A similar pattern emerges when looking at contribution as measured by Levenshtein edit distance: “we observe that for projects with more than 50 active developers, the mean developer contribution is about 1000 characters while it is -on average – at least one order of magnitude larger for projects with a small number of active developers.”

Since the authors are measuring mean productivity, these numbers are not in the least surprising to me. We know that a small number of core developers are responsible for most of the development, so as we add increasing numbers of casual committers making less frequent and substantive contributions of course the average productivity will go down! What would be fascinating to see, but we don’t get any insight to in the results, is what happens to the productivity of that core group as the total number of developers goes up? Open source projects definitely differ from typical closed source commercial projects in this regard – the latter tend to add only full-time team members, whereas open source projects can easily add casual contributors.

Section 5 of the paper gives us an interesting analysis that helps us get closer to the question of what happens to core team productivity. The authors create a Task Assignment matrix capturing the association between developers and the source code regions that they have edited.

We particularly consider the time-stamps of commit actions, as well as the detailed code changes within all of the committed files in order to build directed and weighted networks which capture the time-ordered co-editing of source code regions by different developers. We call the resulting network topologies time-ordered co-editing networks and throughout this article we will use them as a first-order approximation for the emerging coordination overhead.

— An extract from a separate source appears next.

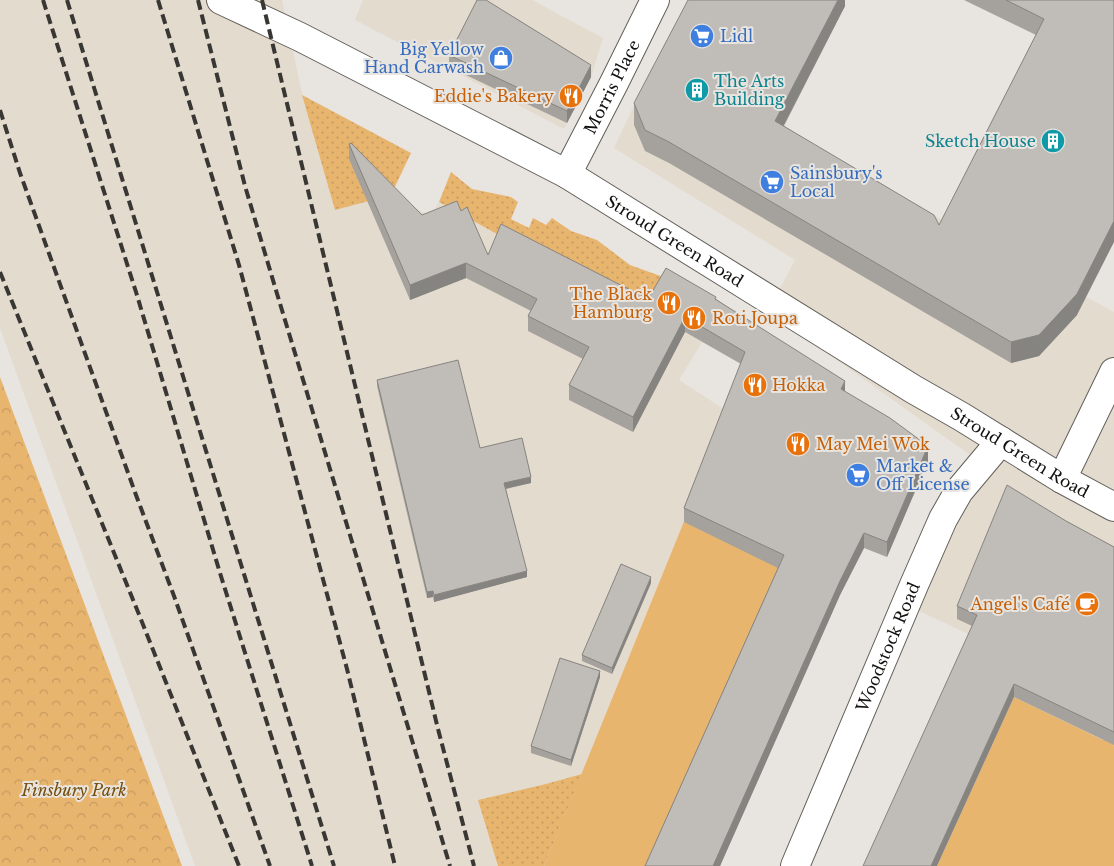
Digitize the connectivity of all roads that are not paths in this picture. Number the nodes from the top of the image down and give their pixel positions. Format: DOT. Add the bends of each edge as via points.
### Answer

Here’s a small-scale example of the networks that are built up:

Looking across the data from the 58 open source projects in the study, the authors selected ZF2 as the project with the worst productivity drop as team size increased, and SPECS as the project with the least productivity drop as team size increased.

Looking at the networks for these two projects, you can clearly see that SPECS (red) has very little shared editing (coordination), whereas ZF2 (blue) has a much more strongly connected graph. This fits the hypothesis that coordination costs are responsible for much of the productivity drop.

A closer look at the two projects in our case study allows us to further substantiate our quantitative findings with project-dependent, intuitive explanations. The specs project maintains a public repository for meta-information on Apple Cocoa modules, that can be managed via the library dependency management tool CocoaPods. In particular, the repository consists of more than 7, 000 different libraries, each containing a set of JSON files which are authored and maintained by different, small teams of developers. As such, specs can be seen as a rather extremal example for a maximally modular project, in the sense that it consists of thousands of independent modules each being developed by different developers with no or at least minimal coordination needs. The ZF2 project on the other hand, develops a component-oriented web framework named Zend. Compared to the fully independent modules in the specs project, the code base of ZF2 is likely to be much more integrated, thus not allowing for a non-overlapping mapping between developers and source code regions. As such, the commit actions of a large number of developers are likely to produce a much more densely connected co-editing network.

Doing the same analysis across all projects shows that projects with strongly negative and significant slopes for the scaling of productivity also exhibit pronouncedly positive scaling exponents for the growth of the mean (weighted) out-degree in the co-editing network.